As it turns out, this day, June 24, was the day she had been dreading. She has already been through so much — the funeral, more than a year of mourning, trying to find a new normal — that attending all of those endless court dates would have been too much to bear. But today, she tells Blain, just four days after Stuart Mouchantaf was taken into federal custody, she had sat in a courtroom.

From her position in the back row, Wyndi couldn’t see the man she had first met four years ago, when her son was a freshman. The man she used to cheer for on fall Saturdays who was now accused of selling the pills that killed her son. If she would lean forward just enough, she could have probably seen his shoes. She didn’t lean forward.

Her husband, Mical, was on a business trip, so Wyndi sat with her parents. As the judge prepared to address him directly, Mouchantaf stood. Wyndi braced the wall with her left hand and grabbed her mother’s hand with her right. Sad and mad and stunned all at once, Wyndi felt as if she hadn’t drawn a breath in five minutes.

Wyndi saw the color of his shirt, the shade of his tie. She noticed how his suit was so much smaller than the ones he wore on game days.
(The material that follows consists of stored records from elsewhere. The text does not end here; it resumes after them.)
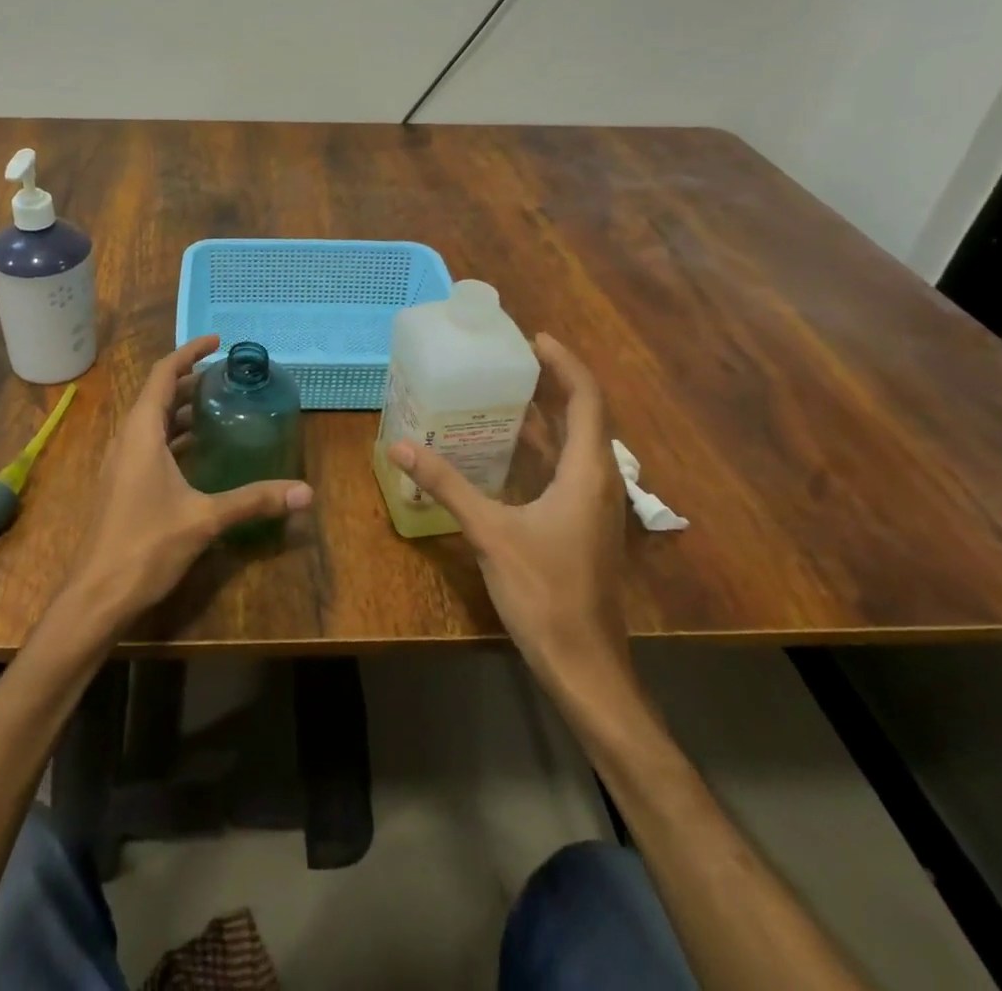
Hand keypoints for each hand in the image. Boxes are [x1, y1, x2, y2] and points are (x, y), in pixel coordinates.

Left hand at [58, 335, 312, 634]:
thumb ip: (254, 500)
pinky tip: (197, 450)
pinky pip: (149, 443)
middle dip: (190, 379)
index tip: (217, 341)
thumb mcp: (205, 518)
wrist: (96, 595)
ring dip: (181, 407)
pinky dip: (173, 434)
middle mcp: (127, 438)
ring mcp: (121, 462)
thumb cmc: (145, 546)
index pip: (163, 374)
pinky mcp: (122, 483)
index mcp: (141, 432)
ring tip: (217, 405)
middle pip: (157, 393)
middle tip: (227, 376)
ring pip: (151, 420)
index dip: (189, 352)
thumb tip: (305, 492)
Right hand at [388, 334, 632, 703]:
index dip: (564, 364)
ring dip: (550, 414)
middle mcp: (600, 481)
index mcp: (587, 473)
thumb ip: (447, 485)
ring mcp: (596, 505)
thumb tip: (401, 446)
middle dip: (554, 382)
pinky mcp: (585, 524)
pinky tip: (510, 450)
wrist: (583, 663)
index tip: (533, 339)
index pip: (587, 400)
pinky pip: (569, 468)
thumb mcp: (490, 532)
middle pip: (585, 415)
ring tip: (508, 391)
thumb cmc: (544, 592)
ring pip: (578, 443)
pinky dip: (545, 446)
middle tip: (512, 358)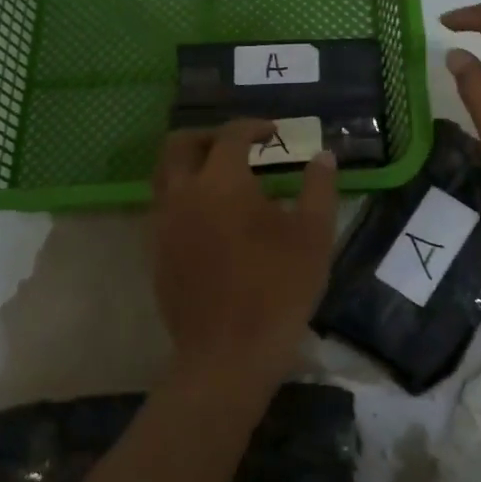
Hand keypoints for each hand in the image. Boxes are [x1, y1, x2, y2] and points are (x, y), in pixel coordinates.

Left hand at [150, 120, 339, 388]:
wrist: (228, 354)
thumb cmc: (278, 289)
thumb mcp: (314, 235)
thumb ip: (319, 188)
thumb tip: (324, 156)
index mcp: (222, 182)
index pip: (230, 135)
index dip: (253, 126)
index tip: (273, 134)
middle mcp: (183, 194)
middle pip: (179, 144)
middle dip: (208, 136)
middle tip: (237, 146)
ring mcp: (164, 225)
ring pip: (163, 175)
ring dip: (189, 164)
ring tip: (222, 178)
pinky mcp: (157, 253)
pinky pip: (163, 207)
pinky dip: (183, 196)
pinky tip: (211, 217)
She had a clear view of him now, the first time she had seen him since … then Wyndi realized how tight she was squeezing her momma’s hand.

I’m sorry,” she whispered.

Wyndi tried to reconcile the Stuart Mouchantaf she was seeing with the one she remembered: one of the guys, a big ol’ teddy bear. But that’s not who he is to her anymore. Today, he was standing in front of a judge.

And she was sitting on a bench in the back row, knowing that other bench waits for her back home.